I know we are going. I'm not sure when yet, and I'm not sure where. What an absolute honor to serve God and for Him to allow us the opportunity to be ambassadors for Him. Everything about Him is amazing to me.


10 August 2007

Here Am I, Send Me

What an exciting day! God has laid on both Robert and my hearts and minds the desire to take His word to another country . . . where people don't know Him at all.


Robert is currently pastoring a very healthy, vibrant church. It is markedly different than most of the churches of this country. Members of this church give their relationship with God top priority. Out of that, God accomplishes genuine ministry and the drawing of unbelievers to Himself. It is a joy for us to be in a healthy church where true fellowship takes place, where God is genuinely worshiped and where believers are committed to following Him. There are no power plays, no facades . . . it's genuine people who genuinely love God and strive to please Him. On one hand, we're crazy to even contemplate leaving. On the other hand, these are people who would continue to do the same even if we were not here.
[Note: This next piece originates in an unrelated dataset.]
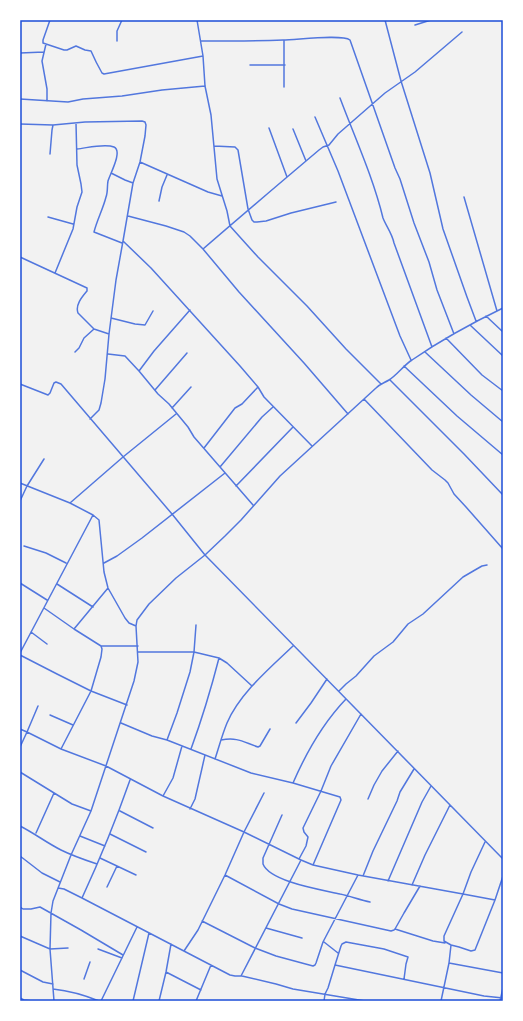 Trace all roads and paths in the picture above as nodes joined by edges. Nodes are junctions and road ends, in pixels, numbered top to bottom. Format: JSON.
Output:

Here's the other astonishing thing of the day. As I was alone in our room (children upstairs playing) I was talking to God about us becoming missionaries to a foreign country. My mind was battling back and forth with it. And I finally said out loud to God, “okay . . . we'll be missionaries, send us to Belgium”. (Where “Belgium” came from I really have no idea.) At the same time my husband, who was preparing for his Sunday teaching at the church, thought “Belgium”. He went online and looked at the International Mission Boards website and there is a NEED for missionaries in Belgium. 1% of the population is Christian. ONE PERCENT!!! It is a new, exciting work where seed planting, discipling, mentoring and establishing churches is paramount. Our hearts are thrilled by it! Does it mean we're going to Belgium? I have no idea. We'll go just where He wants us to go.


Our children became curious this afternoon at what I was looking at and thinking about. I told them that mom and dad were thinking and praying about selling our house, leaving all our friends and family and going to a country where many people don't know Jesus loves them. I wanted to know what they would think about leaving grandparents and friends and toys and dogs behind to tell others about Jesus. Our oldest two (ages 5 & 6) immediately said that telling others about Jesus would be more important than any toy or house, and that we would always have our family and friends who love Jesus. And our youngest daughter (age 3) said “let's sell our house and learn a new language.” Then she began speaking what I will call Dora The Explorer Spanish.


So here we are . . . amazed and humbled at God's call for us to go. And what can we say but what Isaiah said . . . “Here am I, send me!” God is the same yesterday, today and tomorrow. He's proven Himself faithful so many times in so many ways. We have no doubts. We have been adventuring with Him for years, and the adventure continues!!!